EXERCISE REQUIREMENTS: Tally every line of the entries that contains the string "shivanagar", then reply with only that number.

Saved entries:
= Beginning of Section =

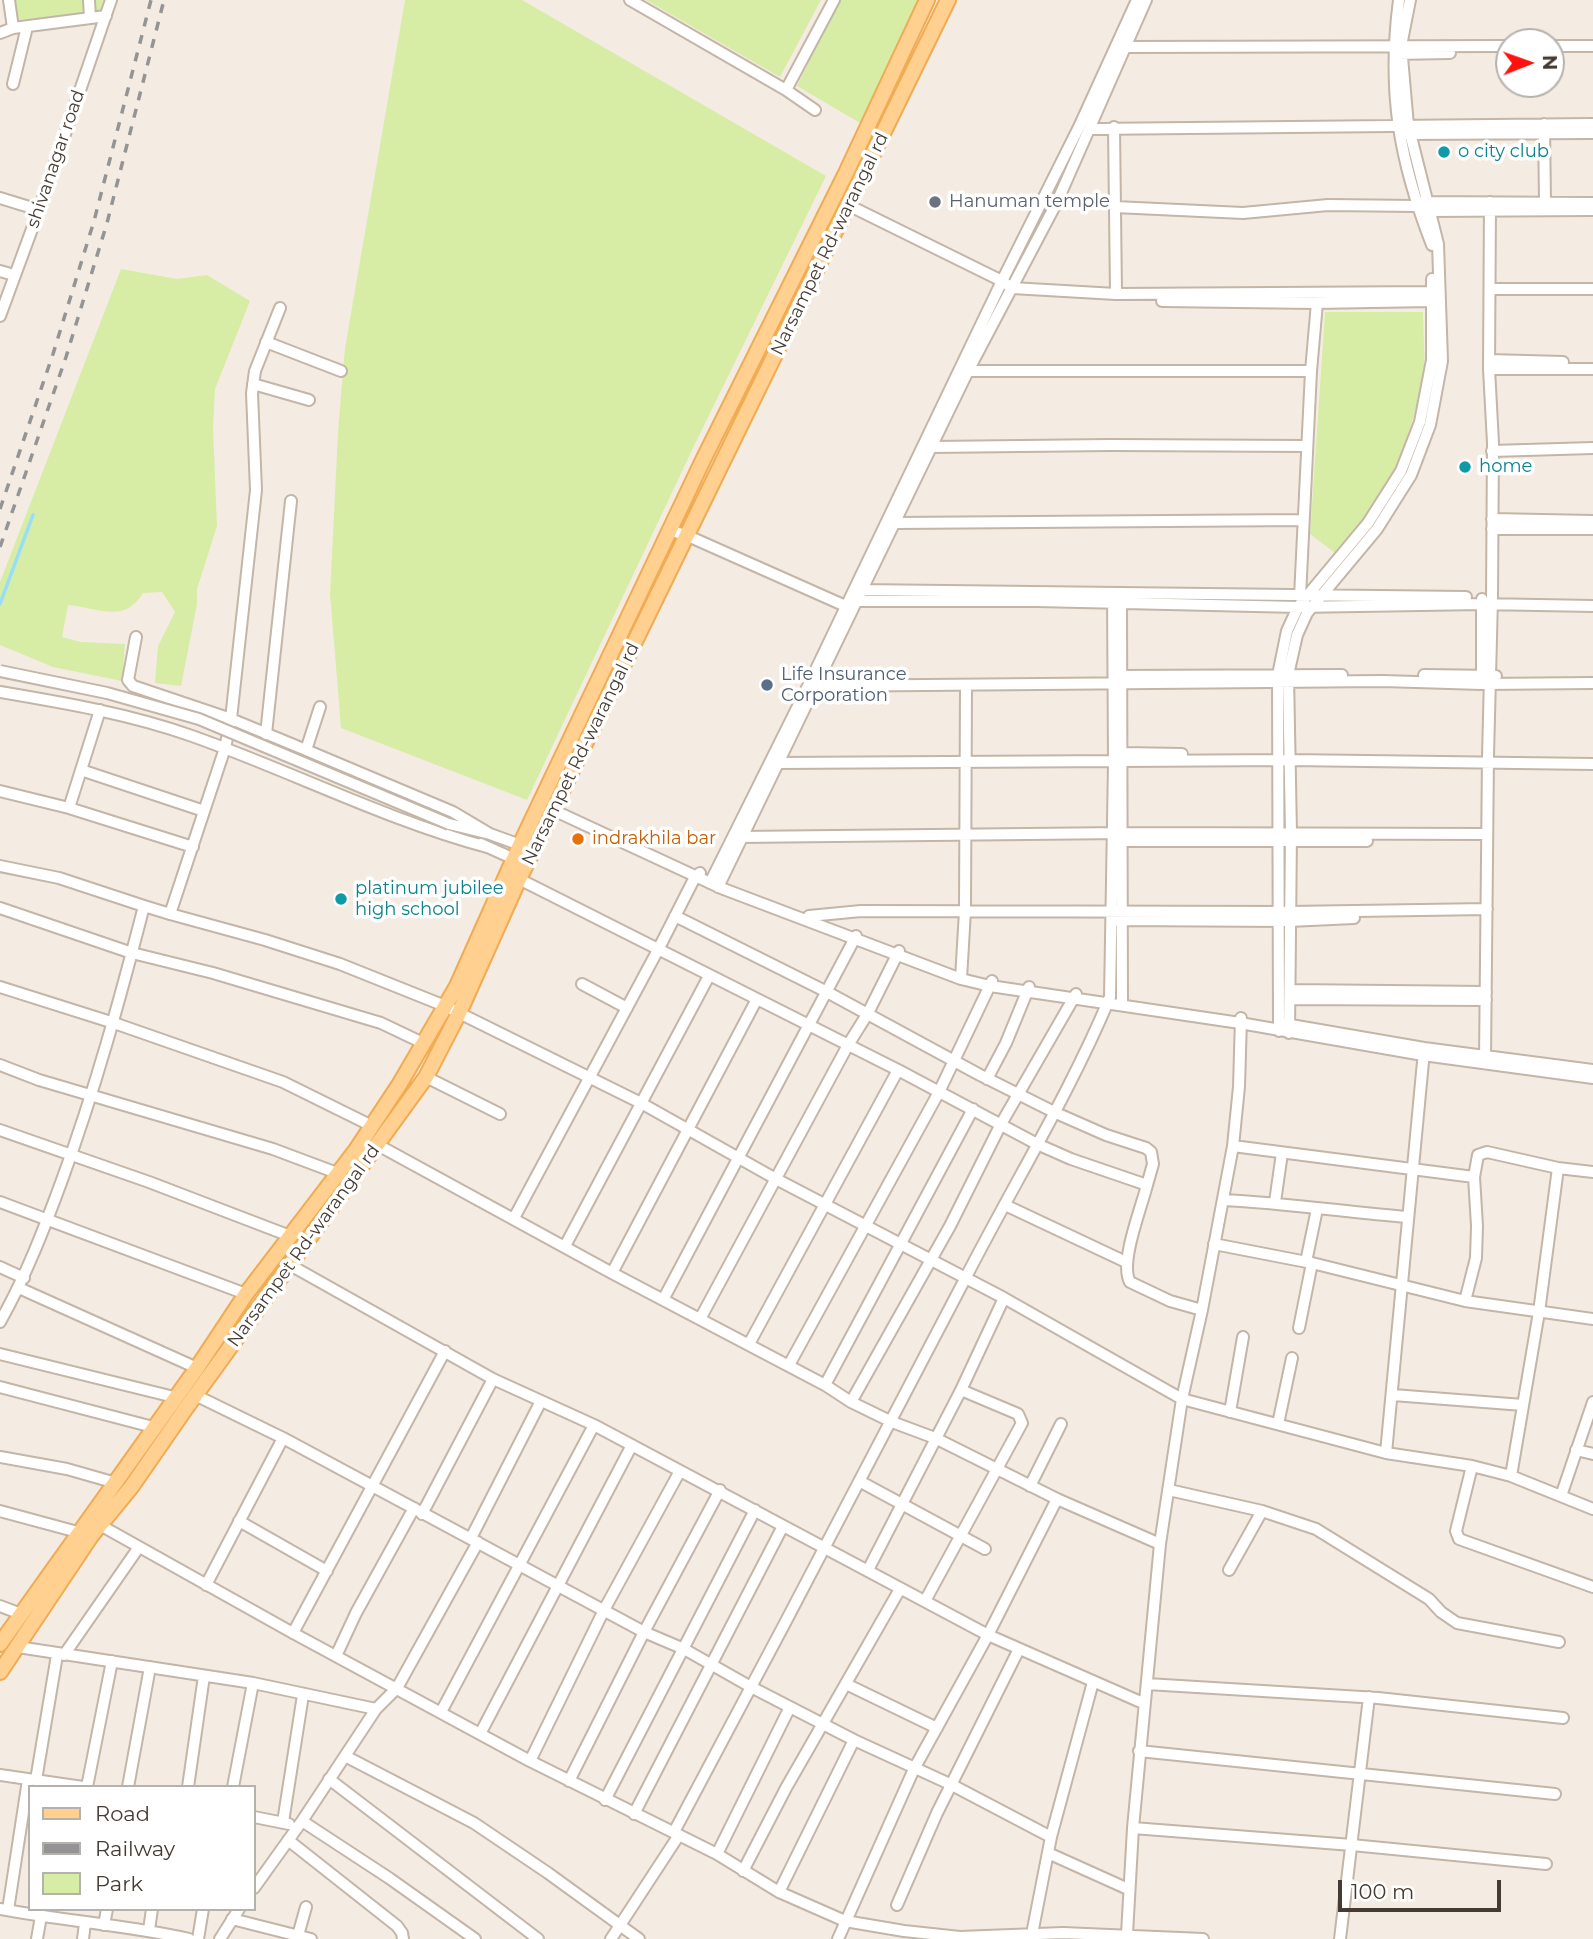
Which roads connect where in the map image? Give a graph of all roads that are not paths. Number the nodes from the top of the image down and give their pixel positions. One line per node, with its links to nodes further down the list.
1 (9, 0): 15 (street)
2 (89, 0): 13 (street)
3 (111, 0): 12 (street, shivanagar road)
4 (630, 0): 24 (street)
5 (834, 0): 24 (street)
6 (928, 0): 71 (main road, Narsampet Rd-warangal rd)
7 (948, 0): 35 (main road, Narsampet Rd-warangal rd)
8 (1137, 0): 45 (street)
9 (1146, 0): 18 (street)
10 (1399, 0): 21 (street)
11 (1410, 0): 21 (street)
12 (106, 16): 13 (street); 39 (street, shivanagar road)
13 (90, 18): 14 (street)
14 (27, 27): 15 (street); 23 (street)
15 (13, 28): 16 (street)
16 (0, 33)
17 (1495, 46): 21 (street)
18 (1124, 47): 21 (street); 29 (street)
19 (1565, 49): 20 (street)
20 (1593, 49)
21 (1397, 50): 22 (street); 30 (street)
22 (1495, 52)
23 (13, 84)
24 (786, 90): 25 (street)
25 (815, 110)
26 (1593, 124): 28 (street)
27 (1114, 127): 29 (street); 30 (street); 38 (street)
28 (1544, 127): 30 (street); 31 (street); 33 (street)
29 (1090, 129): 45 (street)
30 (1403, 130): 36 (street)
31 (1593, 133)
32 (0, 198): 39 (street)
33 (1545, 202): 34 (street); 37 (street)
34 (1593, 203)
35 (848, 205): 45 (street); 72 (main road, Narsampet Rd-warangal rd)
36 (1422, 205): 37 (street); 38 (street); 48 (street); 73 (street)
37 (1490, 206): 40 (street); 44 (street)
38 (1115, 208): 47 (street)
39 (40, 210): 42 (street, shivanagar road)
40 (1593, 210)
41 (0, 271): 42 (street)
42 (14, 275): 51 (street, shivanagar road)
43 (1593, 283): 44 (street)
44 (1490, 286): 46 (street); 54 (street)
45 (1007, 288): 47 (street); 49 (street); 57 (street); 75 (street)
46 (1593, 289)
47 (1116, 294): 48 (street)
48 (1432, 297): 49 (street); 77 (street)
49 (1317, 303): 58 (street)
50 (281, 308): 52 (street)
51 (0, 316)
52 (266, 342): 56 (street); 59 (street)
53 (1593, 363): 54 (street)
54 (1489, 364): 55 (street); 64 (street)
55 (1593, 369)
56 (341, 371)
57 (968, 371): 58 (street); 63 (street)
58 (1311, 371): 62 (street)
59 (253, 384): 60 (street); 93 (street)
60 (309, 400)
61 (1593, 445): 64 (street)
62 (1307, 446): 63 (street); 66 (street)
63 (931, 447): 68 (street)
64 (1492, 447): 69 (street)
65 (291, 501): 94 (street)
66 (1303, 520): 68 (street); 77 (street)
67 (1593, 521): 69 (street)
68 (895, 523): 75 (street)
69 (1492, 524): 70 (street); 78 (street)
70 (1593, 529)
71 (669, 530): 72 (street); 118 (main road, Narsampet Rd-warangal rd)
72 (688, 536): 75 (street); 107 (main road, Narsampet Rd-warangal rd)
73 (1321, 597): 77 (street); 78 (street); 79 (street)
74 (1117, 598): 75 (street); 77 (street); 85 (street)
75 (853, 599): 88 (street)
76 (1593, 599): 78 (street)
77 (1301, 600): 79 (street); 84 (street)
78 (1487, 601): 79 (street); 80 (street); 86 (street)
79 (1313, 606): 84 (street)
80 (1593, 606)
81 (136, 637): 93 (street)
82 (0, 671): 109 (street, bridge)
83 (1593, 676): 86 (street)
84 (1283, 679): 85 (street); 86 (street); 98 (street)
85 (1118, 680): 89 (street); 100 (street)
86 (1485, 680): 87 (street); 99 (street)
87 (1593, 683)
88 (812, 686): 89 (street); 102 (street)
89 (966, 686): 101 (street)
90 (0, 692): 92 (street)
91 (320, 708): 96 (street)
92 (100, 710): 95 (street); 104 (street)
93 (231, 719): 94 (street); 95 (street)
94 (266, 734): 96 (street)
95 (225, 748): 108 (street); 117 (street)
96 (306, 750): 110 (street)
97 (1593, 757): 99 (street)
98 (1285, 758): 99 (street); 100 (street); 115 (street)
99 (1485, 759): 103 (street); 112 (street)
100 (1119, 760): 101 (street); 114 (street)
101 (966, 761): 102 (street); 111 (street)
102 (775, 763): 113 (street)
103 (1593, 764)
104 (81, 770): 106 (street); 108 (street)
105 (0, 791): 106 (street)
106 (69, 808): 116 (street)
107 (555, 809): 118 (main road, Narsampet Rd-warangal rd); 120 (street)
108 (204, 811): 116 (street)
109 (449, 824): 110 (street); 117 (street)
110 (490, 834): 118 (street)
111 (965, 836): 113 (street); 114 (street); 125 (street)
112 (1484, 836): 115 (street); 126 (street)
113 (738, 837): 122 (street)
114 (1118, 837): 115 (street); 128 (street)
115 (1285, 837): 131 (street)
116 (193, 847): 127 (street)
117 (487, 847): 118 (street)
118 (520, 856): 121 (main road, Narsampet Rd-warangal rd); 148 (main road, Narsampet Rd-warangal rd)
119 (0, 866): 123 (street)
120 (697, 875): 122 (street); 129 (street)
121 (520, 879): 133 (street); 150 (main road, Narsampet Rd-warangal rd)
122 (716, 883): 130 (street); 132 (street)
123 (144, 906): 127 (street); 135 (street)
124 (0, 908): 135 (street)
125 (965, 911): 128 (street); 130 (street); 137 (street)
126 (1484, 911): 131 (street); 145 (street)
127 (170, 914): 148 (street)
128 (1117, 915): 131 (street); 147 (street)
129 (675, 916): 133 (street); 142 (street)
130 (809, 916): 132 (street)
131 (1284, 916): 144 (street); 155 (street)
132 (856, 937): 134 (street); 142 (street)
133 (659, 948): 136 (street); 149 (street)
134 (898, 952): 137 (street); 151 (street)
135 (132, 953): 153 (street); 156 (street)
136 (709, 976): 146 (street); 171 (street)
137 (961, 976): 138 (street)
138 (991, 983): 141 (street); 160 (street)
139 (582, 984): 149 (street)
140 (0, 987): 153 (street)
141 (1029, 989): 143 (street); 166 (street)
142 (827, 992): 151 (street); 154 (street)
143 (1075, 995): 147 (street); 170 (street)
144 (1290, 995): 145 (street); 155 (street)
145 (1483, 996): 159 (street)
146 (757, 999): 154 (street); 178 (street)
147 (1116, 1001): 152 (street); 173 (street)
148 (445, 1006): 150 (street); 156 (main road, Narsampet Rd-warangal rd)
149 (627, 1008): 165 (street)
150 (459, 1013): 164 (main road, Narsampet Rd-warangal rd); 165 (street)
151 (868, 1013): 157 (street); 160 (street)
152 (1240, 1021): 155 (street); 181 (street)
153 (114, 1023): 169 (street); 176 (street)
154 (809, 1025): 157 (street); 184 (street)
155 (1284, 1028): 158 (street)
156 (423, 1043): 176 (main road, Narsampet Rd-warangal rd)
157 (848, 1045): 162 (street); 190 (street)
158 (1424, 1052): 159 (street); 186 (street)
159 (1482, 1058): 163 (street); 167 (street)
160 (955, 1060): 166 (street); 168 (street)
161 (0, 1065): 169 (street)
162 (898, 1070): 168 (street); 195 (street)
163 (1593, 1070)
164 (426, 1077): 174 (street); 179 (main road, Narsampet Rd-warangal rd)
165 (589, 1078): 171 (street); 200 (street)
166 (987, 1079): 170 (street)
167 (1593, 1079)
168 (939, 1092): 172 (street); 201 (street)
169 (92, 1094): 183 (street); 188 (street)
170 (1019, 1095): 173 (street); 175 (street)
171 (641, 1103): 178 (street); 205 (street)
172 (973, 1109): 175 (street); 203 (street)
173 (1056, 1113): 180 (street); 191 (street)
174 (500, 1114)
175 (1001, 1124): 180 (street); 206 (street)
176 (372, 1126): 188 (main road, Narsampet Rd-warangal rd)
177 (0, 1130): 183 (street)
178 (689, 1131): 184 (street); 211 (street)
179 (376, 1144): 200 (street); 209 (main road, Narsampet Rd-warangal rd)
180 (1037, 1144): 191 (street); 196 (street)
181 (1233, 1146): 182 (street); 192 (street)
182 (1282, 1153): 186 (street); 194 (street)
183 (71, 1156): 199 (street); 202 (street)
184 (738, 1158): 190 (street); 216 (street)
185 (1558, 1168): 187 (street); 189 (street); 220 (street)
186 (1412, 1171): 189 (street); 198 (street)
187 (1593, 1172)
188 (337, 1173): 202 (main road, Narsampet Rd-warangal rd)
189 (1474, 1177): 218 (street)
190 (776, 1179): 195 (street); 221 (street)
191 (1147, 1185): 207 (street)
192 (1223, 1200): 194 (street); 204 (street)
193 (0, 1202): 199 (street)
194 (1275, 1202): 197 (street)
195 (826, 1205): 201 (street); 226 (street)
196 (1005, 1205): 207 (street); 212 (street)
197 (1317, 1209): 198 (street); 208 (street)
198 (1407, 1217): 214 (street)
199 (48, 1218): 213 (street); 215 (street)
200 (514, 1218): 205 (street)
201 (865, 1226): 203 (street); 230 (street)
202 (290, 1236): 215 (main road, Narsampet Rd-warangal rd)
203 (900, 1244): 206 (street); 233 (street)
204 (1214, 1244): 208 (street); 219 (street)
205 (565, 1246): 211 (street)
206 (931, 1260): 212 (street); 241 (street)
207 (1126, 1262): 219 (street)
208 (1309, 1263): 214 (street); 224 (street)
209 (290, 1265): 227 (street); 236 (main road, Narsampet Rd-warangal rd)
210 (0, 1267): 213 (street)
211 (612, 1273): 216 (street)
212 (966, 1277): 217 (street); 245 (street)
213 (21, 1283): 223 (street); 231 (street)
214 (1402, 1286): 218 (street); 237 (street)
215 (246, 1294): 231 (main road, Narsampet Rd-warangal rd)
216 (664, 1298): 221 (street)
217 (1004, 1298): 235 (street); 239 (street)
218 (1465, 1301): 220 (street)
219 (1202, 1310): 239 (street)
220 (1539, 1312): 222 (street); 243 (street)
221 (700, 1319): 226 (street)
222 (1593, 1319)
223 (0, 1322)
224 (1299, 1328)
225 (1243, 1338): 244 (street)
226 (749, 1344): 230 (street)
227 (445, 1351): 232 (street); 265 (street)
228 (0, 1354): 238 (street)
229 (1292, 1358): 247 (street)
230 (789, 1365): 233 (street)
231 (197, 1368): 238 (main road, Narsampet Rd-warangal rd)
232 (493, 1379): 240 (street); 274 (street)
233 (825, 1385): 241 (street)
234 (0, 1387): 249 (street)
235 (961, 1390): 252 (street); 259 (street)
236 (195, 1395): 251 (street); 278 (main road, Narsampet Rd-warangal rd)
237 (1393, 1395): 243 (street); 255 (street)
238 (174, 1397): 249 (main road, Narsampet Rd-warangal rd)
239 (1182, 1399): 244 (street); 267 (street)
240 (541, 1401): 248 (street); 280 (street)
241 (851, 1402): 245 (street)
242 (1593, 1402): 250 (street)
243 (1523, 1405): 261 (street)
244 (1230, 1412): 247 (street)
245 (892, 1422): 252 (street); 262 (street)
246 (1061, 1424): 264 (street)
247 (1278, 1424): 255 (street)
248 (594, 1425): 253 (street); 285 (street)
249 (153, 1427): 263 (main road, Narsampet Rd-warangal rd)
250 (1588, 1434): 254 (street)
251 (283, 1438): 265 (street); 276 (street)
252 (935, 1438): 259 (street); 270 (street)
253 (632, 1445): 260 (street); 289 (street)
254 (1576, 1450): 256 (street); 268 (street)
255 (1386, 1453): 258 (street)
256 (1593, 1454)
257 (0, 1457): 263 (street)
258 (1472, 1466): 261 (street); 291 (street)
259 (998, 1469): 264 (street); 279 (street)
260 (680, 1471): 266 (street); 295 (street)
261 (1511, 1476): 268 (street)
262 (860, 1482): 270 (street); 283 (street)
263 (116, 1483): 278 (main road, Narsampet Rd-warangal rd)
264 (1030, 1486): 269 (street)
265 (373, 1487): 274 (street); 288 (street)
266 (720, 1490): 272 (street); 297 (street)
267 (1169, 1490): 275 (street); 281 (street)
268 (1561, 1496): 271 (street)
269 (1056, 1499): 281 (street); 299 (street)
270 (901, 1505): 279 (street); 286 (street)
271 (1593, 1509)
272 (755, 1510): 277 (street); 303 (street)
273 (0, 1511): 278 (street)
274 (418, 1511): 280 (street); 306 (street)
275 (1262, 1511): 287 (street); 300 (street)
276 (239, 1521): 288 (street); 290 (street)
277 (783, 1527): 283 (street); 308 (street)
278 (90, 1531): 282 (street); 296 (main road, Narsampet Rd-warangal rd); 302 (main road, Narsampet Rd-warangal rd)
279 (961, 1534): 284 (street); 293 (street)
280 (474, 1540): 285 (street); 317 (street)
281 (1160, 1544): 315 (street)
282 (139, 1548): 290 (street); 305 (street)
283 (824, 1548): 286 (street); 316 (street)
284 (985, 1549)
285 (519, 1565): 289 (street); 323 (street)
286 (868, 1570): 292 (street)
287 (1229, 1570)
288 (327, 1571): 298 (street)
289 (558, 1585): 295 (street); 327 (street)
290 (206, 1586): 298 (street)
291 (1593, 1587)
292 (900, 1589): 293 (street); 314 (street)
293 (925, 1601): 299 (street)
294 (0, 1606): 296 (street)
295 (604, 1609): 297 (street); 331 (street)
296 (21, 1614): 301 (main road, Narsampet Rd-warangal rd)
297 (644, 1632): 303 (street); 337 (street)
298 (293, 1633): 306 (street)
299 (988, 1635): 304 (street); 326 (street)
300 (1559, 1642)
301 (0, 1644)
302 (18, 1647): 305 (street); 310 (main road, Narsampet Rd-warangal rd)
303 (684, 1649): 308 (street); 347 (street)
304 (1019, 1649): 312 (street); 344 (street)
305 (60, 1655): 307 (street); 336 (street)
306 (336, 1656): 317 (street)
307 (112, 1661): 309 (street); 340 (street)
308 (710, 1665): 316 (street); 348 (street)
309 (150, 1667): 311 (street); 341 (street)
310 (0, 1672)
311 (204, 1676): 313 (street); 342 (street)
312 (1093, 1682): 320 (street); 354 (street)
313 (253, 1683): 318 (street); 343 (street)
314 (846, 1684): 325 (street); 326 (street)
315 (1147, 1684): 319 (street); 320 (street)
316 (751, 1687): 321 (street); 353 (street)
317 (397, 1688): 322 (street); 323 (street)
318 (303, 1695): 322 (street); 350 (street)
319 (1369, 1697): 324 (street); 333 (street)
320 (1143, 1703): 329 (street)
321 (790, 1707): 325 (street); 358 (street)
322 (376, 1709): 330 (street)
323 (441, 1712): 327 (street)
324 (1563, 1718)
325 (822, 1723): 328 (street); 360 (street)
326 (937, 1728): 332 (street)
327 (480, 1734): 331 (street)
328 (854, 1741): 332 (street); 363 (street)
329 (1139, 1751): 333 (street); 352 (street)
330 (345, 1756): 335 (street); 376 (street)
331 (530, 1761): 337 (street)
332 (915, 1769): 344 (street); 373 (street)
333 (1360, 1774): 345 (street); 356 (street)
334 (0, 1775): 336 (street)
335 (329, 1779): 351 (street); 393 (street)
336 (32, 1780): 338 (street); 339 (street)
337 (569, 1781): 347 (street)
338 (31, 1785)
339 (64, 1785)
340 (85, 1785)
341 (128, 1785)
342 (188, 1785)
343 (233, 1785)
344 (952, 1785): 354 (street); 364 (street)
345 (1555, 1794)
346 (28, 1799): 366 (street)
347 (605, 1800): 348 (street)
348 (634, 1814): 353 (street)
349 (256, 1817): 350 (street)
350 (282, 1822): 351 (street)
351 (300, 1824): 355 (street); 392 (street)
352 (1133, 1828): 356 (street); 362 (street)
353 (676, 1834): 358 (street); 376 (street)
354 (1051, 1837): 357 (street)
355 (288, 1840): 361 (street); 391 (street)
356 (1352, 1845): 359 (street); 398 (street)
357 (1048, 1853): 362 (street); 379 (street)
358 (717, 1854): 360 (street)
359 (1546, 1864)
360 (743, 1871): 363 (street)
361 (256, 1885)
362 (1128, 1889): 380 (street)
363 (779, 1892): 373 (street)
364 (897, 1905)
365 (306, 1907): 383 (street)
366 (4, 1910): 371 (street)
367 (107, 1911): 375 (street)
368 (152, 1911): 377 (street)
369 (203, 1911): 388 (street)
370 (238, 1911): 372 (street)
371 (48, 1914): 374 (street); 385 (street)
372 (232, 1919): 383 (street); 389 (street)
373 (845, 1921): 384 (street); 396 (street)
374 (85, 1923): 375 (street); 386 (street)
375 (104, 1925): 378 (street)
376 (620, 1925): 394 (street); 395 (street)
377 (149, 1930): 378 (street); 387 (street)
378 (135, 1934)
379 (1032, 1934): 381 (street); 382 (street)
380 (1127, 1934): 381 (street); 397 (street)
381 (1063, 1936)
382 (1015, 1937): 384 (street)
383 (298, 1938): 390 (street)
384 (960, 1938)
385 (37, 1939)
386 (83, 1939)
387 (189, 1939)
388 (198, 1939)
389 (219, 1939)
390 (311, 1939)
391 (403, 1939)
392 (475, 1939)
393 (538, 1939)
394 (611, 1939)
395 (639, 1939)
396 (838, 1939)
397 (1203, 1939)
398 (1340, 1939)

= End of Section =

RESULT OF THIS TASK: 4